* Task goal: List all the lines in these records that hold "Demir".

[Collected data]
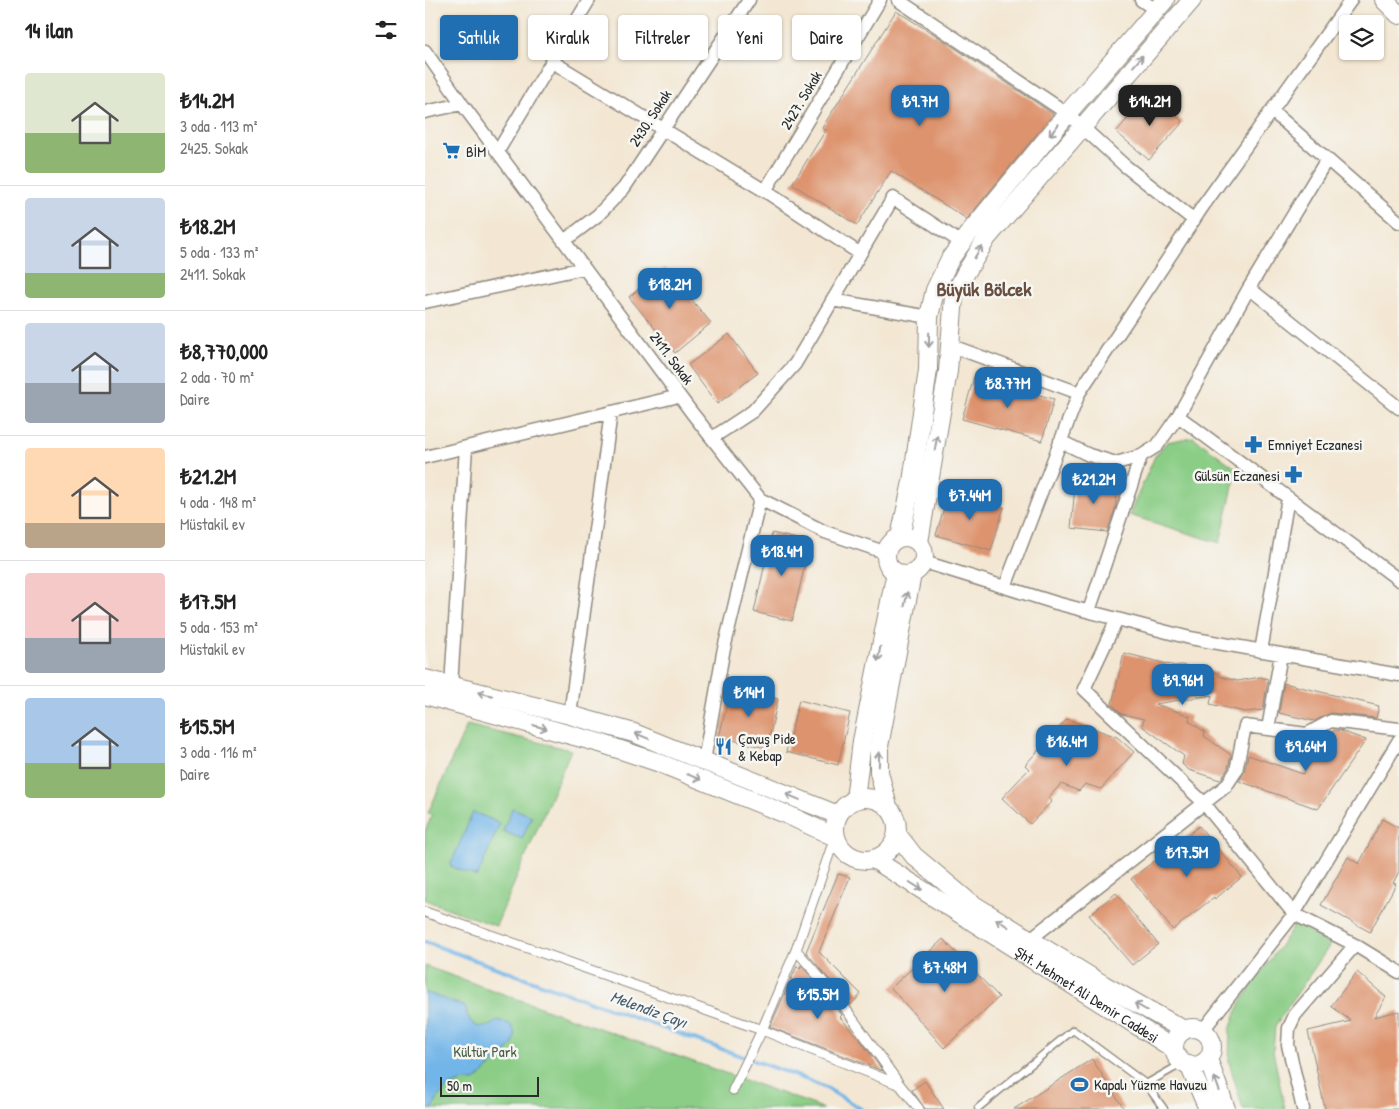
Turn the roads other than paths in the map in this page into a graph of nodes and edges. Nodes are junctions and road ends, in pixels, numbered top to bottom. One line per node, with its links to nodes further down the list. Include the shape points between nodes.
1 (589, 0): 10 (street)
2 (749, 0): 16 (street, 2430. Sokak)
3 (880, 0): 19 (street, 2427. Sokak)
4 (898, 0): 14 (street)
5 (1141, 0): 8 (street)
6 (1192, 0): 15 (main road, one-way to 6)
7 (1351, 0): 12 (street)
8 (1161, 5): 14 (main road)
9 (425, 51): 11 (street, 2411. Sokak)
10 (551, 61): 16 (street); 17 (street)
11 (462, 104): 13 (street); 17 (street, 2411. Sokak)
12 (1272, 111): 18 (street); 20 (street)
13 (425, 112)
14 (1068, 114): 15 (street); 23 (main road, one-way to 23)
15 (1081, 127): 20 (street); 30 (main road, one-way to 15, via 954,296 965,274 987,238)
16 (663, 129): 19 (street); 22 (street, 2430. Sokak, via 624,188 598,215)
17 (498, 152): 22 (street, 2411. Sokak)
18 (1327, 160): 21 (street); 26 (street)
19 (765, 190): 24 (street)
20 (1194, 220): 31 (street)
21 (1399, 222)
22 (564, 242): 25 (street, 2411. Sokak)
23 (962, 242): 24 (street, via 893,198); 29 (main road, via 935,290)
24 (859, 253): 27 (street)
25 (584, 268): 28 (street); 32 (street, 2411. Sokak)
26 (1249, 288): 33 (street); 35 (street)
27 (832, 300): 29 (street); 36 (street, via 795,364 753,411)
28 (425, 302)
29 (929, 317): 43 (main road, one-way to 43, via 928,370 912,482)
30 (949, 345): 31 (street); 44 (main road, one-way to 30, via 948,371)
31 (1079, 393): 37 (street)
32 (679, 396): 34 (street); 36 (street, 2411. Sokak)
33 (1399, 408)
34 (611, 412): 38 (street); 57 (street)
35 (1178, 416): 39 (street, via 1157,446); 41 (street)
36 (711, 438): 42 (street, 2411. Sokak)
37 (1060, 441): 39 (street, via 1116,463); 48 (street)
38 (466, 447): 40 (street); 55 (street)
39 (1141, 456): 49 (street)
40 (425, 457)
41 (1288, 498): 47 (street); 51 (street)
42 (760, 499): 45 (street, 2411. Sokak, via 825,532); 61 (street, via 723,653)
43 (900, 538): 44 (main road, via 908,537); 45 (main road, via 892,543)
44 (919, 542): 46 (main road, via 923,548)
45 (887, 553): 46 (main road, via 888,562)
46 (910, 569): 48 (street); 62 (main road, one-way to 62, via 861,741); 64 (main road, one-way to 46, via 879,772 879,746)
47 (1399, 580)
48 (1005, 587): 49 (street)
49 (1089, 611): 50 (street)
50 (1117, 618): 51 (street, via 1190,638); 63 (street, via 1084,689)
51 (1261, 651): 52 (street)
52 (1281, 654): 53 (street); 59 (street)
53 (1399, 675)
54 (425, 679): 55 (main road)
55 (451, 686): 57 (main road, one-way to 55)
56 (425, 695): 67 (main road, one-way to 67, via 657,762 788,814)
57 (570, 715): 61 (main road, one-way to 57, via 634,733)
58 (1399, 729): 59 (street, via 1331,721 1307,734)
59 (1268, 730): 63 (street, via 1245,726 1236,771 1226,786)
60 (1399, 740): 70 (street)
61 (704, 760): 65 (main road, one-way to 61)
62 (855, 800): 64 (main road, via 869,798); 65 (main road)
63 (1203, 802): 70 (street); 71 (street)
64 (888, 807): 66 (main road, via 897,826)
65 (838, 815): 67 (main road)
66 (897, 834): 68 (main road, via 889,851); 71 (main road, Şht. Mehmet Ali Demir Caddesi, one-way to 66, via 969,902 914,856)
67 (835, 837): 68 (main road, via 844,852 853,858); 73 (street)
68 (875, 860): 78 (main road, Şht. Mehmet Ali Demir Caddesi, one-way to 78)
69 (425, 912): 75 (street)
70 (1294, 914): 72 (street); 77 (street)
71 (1029, 940): 76 (main road, Şht. Mehmet Ali Demir Caddesi, one-way to 71)
72 (1355, 945): 74 (street); 88 (street, via 1295,1015 1289,1028 1288,1045)
73 (796, 950): 75 (street); 81 (street, via 840,1000)
74 (1399, 972)
75 (763, 1030): 81 (street); 82 (street)
76 (1184, 1030): 77 (main road); 78 (main road, via 1177,1037)
77 (1203, 1030): 79 (main road, via 1211,1039 1212,1052)
78 (1182, 1059): 79 (main road, via 1199,1065); 80 (lane); 86 (main road)
79 (1208, 1059): 87 (main road, one-way to 79)
80 (1146, 1084): 83 (lane, via 1073,1030); 85 (lane)
81 (900, 1085): 84 (street)
82 (733, 1090)
83 (978, 1108)
84 (919, 1109)
85 (1163, 1109)
86 (1208, 1109)
87 (1226, 1109)
88 (1303, 1109)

* Response box:
66 (897, 834): 68 (main road, via 889,851); 71 (main road, Şht. Mehmet Ali Demir Caddesi, one-way to 66, via 969,902 914,856)
68 (875, 860): 78 (main road, Şht. Mehmet Ali Demir Caddesi, one-way to 78)
71 (1029, 940): 76 (main road, Şht. Mehmet Ali Demir Caddesi, one-way to 71)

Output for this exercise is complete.